▸ **Description of the task**:
Repeat the listing that follows character for character, omitting images.

The data START

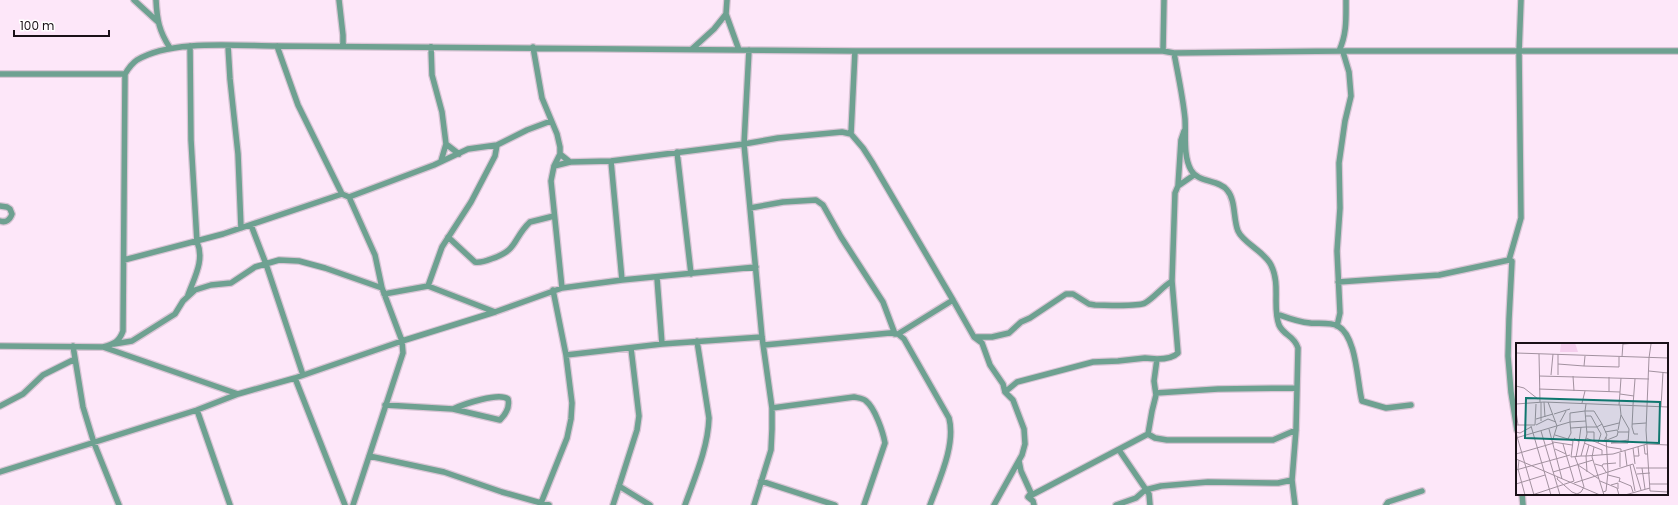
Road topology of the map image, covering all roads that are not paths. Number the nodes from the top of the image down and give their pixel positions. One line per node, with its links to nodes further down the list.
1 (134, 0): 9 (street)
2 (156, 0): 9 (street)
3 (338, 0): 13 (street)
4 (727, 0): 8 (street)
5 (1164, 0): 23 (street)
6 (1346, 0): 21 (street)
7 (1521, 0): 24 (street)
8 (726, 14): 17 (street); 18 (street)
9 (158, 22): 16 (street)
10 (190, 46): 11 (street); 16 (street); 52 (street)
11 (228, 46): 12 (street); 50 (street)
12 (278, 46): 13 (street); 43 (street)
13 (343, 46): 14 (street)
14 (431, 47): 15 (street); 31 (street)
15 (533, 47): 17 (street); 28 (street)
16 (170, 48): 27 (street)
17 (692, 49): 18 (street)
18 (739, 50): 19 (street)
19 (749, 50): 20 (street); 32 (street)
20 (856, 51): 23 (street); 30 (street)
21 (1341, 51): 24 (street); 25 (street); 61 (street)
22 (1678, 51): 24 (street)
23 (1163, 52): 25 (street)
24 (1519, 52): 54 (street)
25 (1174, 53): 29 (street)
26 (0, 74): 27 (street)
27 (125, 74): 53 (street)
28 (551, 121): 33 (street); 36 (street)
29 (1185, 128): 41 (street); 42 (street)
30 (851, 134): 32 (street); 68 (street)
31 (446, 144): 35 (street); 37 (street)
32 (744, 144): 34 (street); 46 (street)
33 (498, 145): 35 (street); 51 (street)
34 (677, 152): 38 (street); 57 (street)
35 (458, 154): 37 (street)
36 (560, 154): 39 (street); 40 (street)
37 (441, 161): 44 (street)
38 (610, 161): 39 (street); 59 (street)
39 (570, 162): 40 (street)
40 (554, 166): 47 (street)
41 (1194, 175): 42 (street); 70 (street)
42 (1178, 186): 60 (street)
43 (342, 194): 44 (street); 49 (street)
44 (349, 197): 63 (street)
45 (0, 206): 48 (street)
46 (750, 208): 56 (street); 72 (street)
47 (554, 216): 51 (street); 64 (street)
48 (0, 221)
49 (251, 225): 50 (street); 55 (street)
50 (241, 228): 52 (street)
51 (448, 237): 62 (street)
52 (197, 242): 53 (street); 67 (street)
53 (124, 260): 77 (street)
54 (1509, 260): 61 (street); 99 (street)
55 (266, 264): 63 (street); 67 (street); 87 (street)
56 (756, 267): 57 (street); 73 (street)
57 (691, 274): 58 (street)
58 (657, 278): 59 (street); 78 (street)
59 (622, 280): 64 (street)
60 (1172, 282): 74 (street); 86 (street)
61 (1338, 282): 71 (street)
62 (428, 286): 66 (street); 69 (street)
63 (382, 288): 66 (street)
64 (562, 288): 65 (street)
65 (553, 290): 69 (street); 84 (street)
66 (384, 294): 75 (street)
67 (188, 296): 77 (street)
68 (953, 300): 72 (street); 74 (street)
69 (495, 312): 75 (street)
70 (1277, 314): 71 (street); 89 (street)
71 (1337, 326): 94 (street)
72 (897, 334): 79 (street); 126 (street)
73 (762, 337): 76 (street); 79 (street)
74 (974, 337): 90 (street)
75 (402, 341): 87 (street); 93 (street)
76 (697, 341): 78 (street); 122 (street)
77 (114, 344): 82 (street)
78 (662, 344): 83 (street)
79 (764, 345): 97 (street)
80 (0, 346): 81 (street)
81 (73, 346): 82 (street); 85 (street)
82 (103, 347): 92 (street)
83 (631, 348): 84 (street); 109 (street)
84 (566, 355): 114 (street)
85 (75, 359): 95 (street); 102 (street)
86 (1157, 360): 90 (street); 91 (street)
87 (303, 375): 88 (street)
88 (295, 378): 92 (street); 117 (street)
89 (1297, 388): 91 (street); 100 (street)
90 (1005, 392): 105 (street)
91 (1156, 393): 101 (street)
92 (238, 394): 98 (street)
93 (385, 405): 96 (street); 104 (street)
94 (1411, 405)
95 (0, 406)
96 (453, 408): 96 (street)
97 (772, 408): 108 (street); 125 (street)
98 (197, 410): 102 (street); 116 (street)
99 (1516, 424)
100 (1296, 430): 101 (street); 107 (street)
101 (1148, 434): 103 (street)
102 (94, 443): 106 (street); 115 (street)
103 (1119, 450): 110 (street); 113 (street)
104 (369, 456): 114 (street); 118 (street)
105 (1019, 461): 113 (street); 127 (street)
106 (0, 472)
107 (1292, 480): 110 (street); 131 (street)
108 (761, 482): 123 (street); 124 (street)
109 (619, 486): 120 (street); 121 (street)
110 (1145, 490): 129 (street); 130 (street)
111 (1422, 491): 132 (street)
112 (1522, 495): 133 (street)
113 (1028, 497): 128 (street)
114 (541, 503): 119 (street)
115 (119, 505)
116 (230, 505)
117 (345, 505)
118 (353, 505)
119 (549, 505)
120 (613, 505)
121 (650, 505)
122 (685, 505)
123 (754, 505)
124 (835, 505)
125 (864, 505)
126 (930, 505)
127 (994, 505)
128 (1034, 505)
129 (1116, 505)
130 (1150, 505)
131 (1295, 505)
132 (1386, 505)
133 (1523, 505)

The data END

▸ **Exercise response**:
Road topology of the map image, covering all roads that are not paths. Number the nodes from the top of the image down and give their pixel positions. One line per node, with its links to nodes further down the list.
1 (134, 0): 9 (street)
2 (156, 0): 9 (street)
3 (338, 0): 13 (street)
4 (727, 0): 8 (street)
5 (1164, 0): 23 (street)
6 (1346, 0): 21 (street)
7 (1521, 0): 24 (street)
8 (726, 14): 17 (street); 18 (street)
9 (158, 22): 16 (street)
10 (190, 46): 11 (street); 16 (street); 52 (street)
11 (228, 46): 12 (street); 50 (street)
12 (278, 46): 13 (street); 43 (street)
13 (343, 46): 14 (street)
14 (431, 47): 15 (street); 31 (street)
15 (533, 47): 17 (street); 28 (street)
16 (170, 48): 27 (street)
17 (692, 49): 18 (street)
18 (739, 50): 19 (street)
19 (749, 50): 20 (street); 32 (street)
20 (856, 51): 23 (street); 30 (street)
21 (1341, 51): 24 (street); 25 (street); 61 (street)
22 (1678, 51): 24 (street)
23 (1163, 52): 25 (street)
24 (1519, 52): 54 (street)
25 (1174, 53): 29 (street)
26 (0, 74): 27 (street)
27 (125, 74): 53 (street)
28 (551, 121): 33 (street); 36 (street)
29 (1185, 128): 41 (street); 42 (street)
30 (851, 134): 32 (street); 68 (street)
31 (446, 144): 35 (street); 37 (street)
32 (744, 144): 34 (street); 46 (street)
33 (498, 145): 35 (street); 51 (street)
34 (677, 152): 38 (street); 57 (street)
35 (458, 154): 37 (street)
36 (560, 154): 39 (street); 40 (street)
37 (441, 161): 44 (street)
38 (610, 161): 39 (street); 59 (street)
39 (570, 162): 40 (street)
40 (554, 166): 47 (street)
41 (1194, 175): 42 (street); 70 (street)
42 (1178, 186): 60 (street)
43 (342, 194): 44 (street); 49 (street)
44 (349, 197): 63 (street)
45 (0, 206): 48 (street)
46 (750, 208): 56 (street); 72 (street)
47 (554, 216): 51 (street); 64 (street)
48 (0, 221)
49 (251, 225): 50 (street); 55 (street)
50 (241, 228): 52 (street)
51 (448, 237): 62 (street)
52 (197, 242): 53 (street); 67 (street)
53 (124, 260): 77 (street)
54 (1509, 260): 61 (street); 99 (street)
55 (266, 264): 63 (street); 67 (street); 87 (street)
56 (756, 267): 57 (street); 73 (street)
57 (691, 274): 58 (street)
58 (657, 278): 59 (street); 78 (street)
59 (622, 280): 64 (street)
60 (1172, 282): 74 (street); 86 (street)
61 (1338, 282): 71 (street)
62 (428, 286): 66 (street); 69 (street)
63 (382, 288): 66 (street)
64 (562, 288): 65 (street)
65 (553, 290): 69 (street); 84 (street)
66 (384, 294): 75 (street)
67 (188, 296): 77 (street)
68 (953, 300): 72 (street); 74 (street)
69 (495, 312): 75 (street)
70 (1277, 314): 71 (street); 89 (street)
71 (1337, 326): 94 (street)
72 (897, 334): 79 (street); 126 (street)
73 (762, 337): 76 (street); 79 (street)
74 (974, 337): 90 (street)
75 (402, 341): 87 (street); 93 (street)
76 (697, 341): 78 (street); 122 (street)
77 (114, 344): 82 (street)
78 (662, 344): 83 (street)
79 (764, 345): 97 (street)
80 (0, 346): 81 (street)
81 (73, 346): 82 (street); 85 (street)
82 (103, 347): 92 (street)
83 (631, 348): 84 (street); 109 (street)
84 (566, 355): 114 (street)
85 (75, 359): 95 (street); 102 (street)
86 (1157, 360): 90 (street); 91 (street)
87 (303, 375): 88 (street)
88 (295, 378): 92 (street); 117 (street)
89 (1297, 388): 91 (street); 100 (street)
90 (1005, 392): 105 (street)
91 (1156, 393): 101 (street)
92 (238, 394): 98 (street)
93 (385, 405): 96 (street); 104 (street)
94 (1411, 405)
95 (0, 406)
96 (453, 408): 96 (street)
97 (772, 408): 108 (street); 125 (street)
98 (197, 410): 102 (street); 116 (street)
99 (1516, 424)
100 (1296, 430): 101 (street); 107 (street)
101 (1148, 434): 103 (street)
102 (94, 443): 106 (street); 115 (street)
103 (1119, 450): 110 (street); 113 (street)
104 (369, 456): 114 (street); 118 (street)
105 (1019, 461): 113 (street); 127 (street)
106 (0, 472)
107 (1292, 480): 110 (street); 131 (street)
108 (761, 482): 123 (street); 124 (street)
109 (619, 486): 120 (street); 121 (street)
110 (1145, 490): 129 (street); 130 (street)
111 (1422, 491): 132 (street)
112 (1522, 495): 133 (street)
113 (1028, 497): 128 (street)
114 (541, 503): 119 (street)
115 (119, 505)
116 (230, 505)
117 (345, 505)
118 (353, 505)
119 (549, 505)
120 (613, 505)
121 (650, 505)
122 (685, 505)
123 (754, 505)
124 (835, 505)
125 (864, 505)
126 (930, 505)
127 (994, 505)
128 (1034, 505)
129 (1116, 505)
130 (1150, 505)
131 (1295, 505)
132 (1386, 505)
133 (1523, 505)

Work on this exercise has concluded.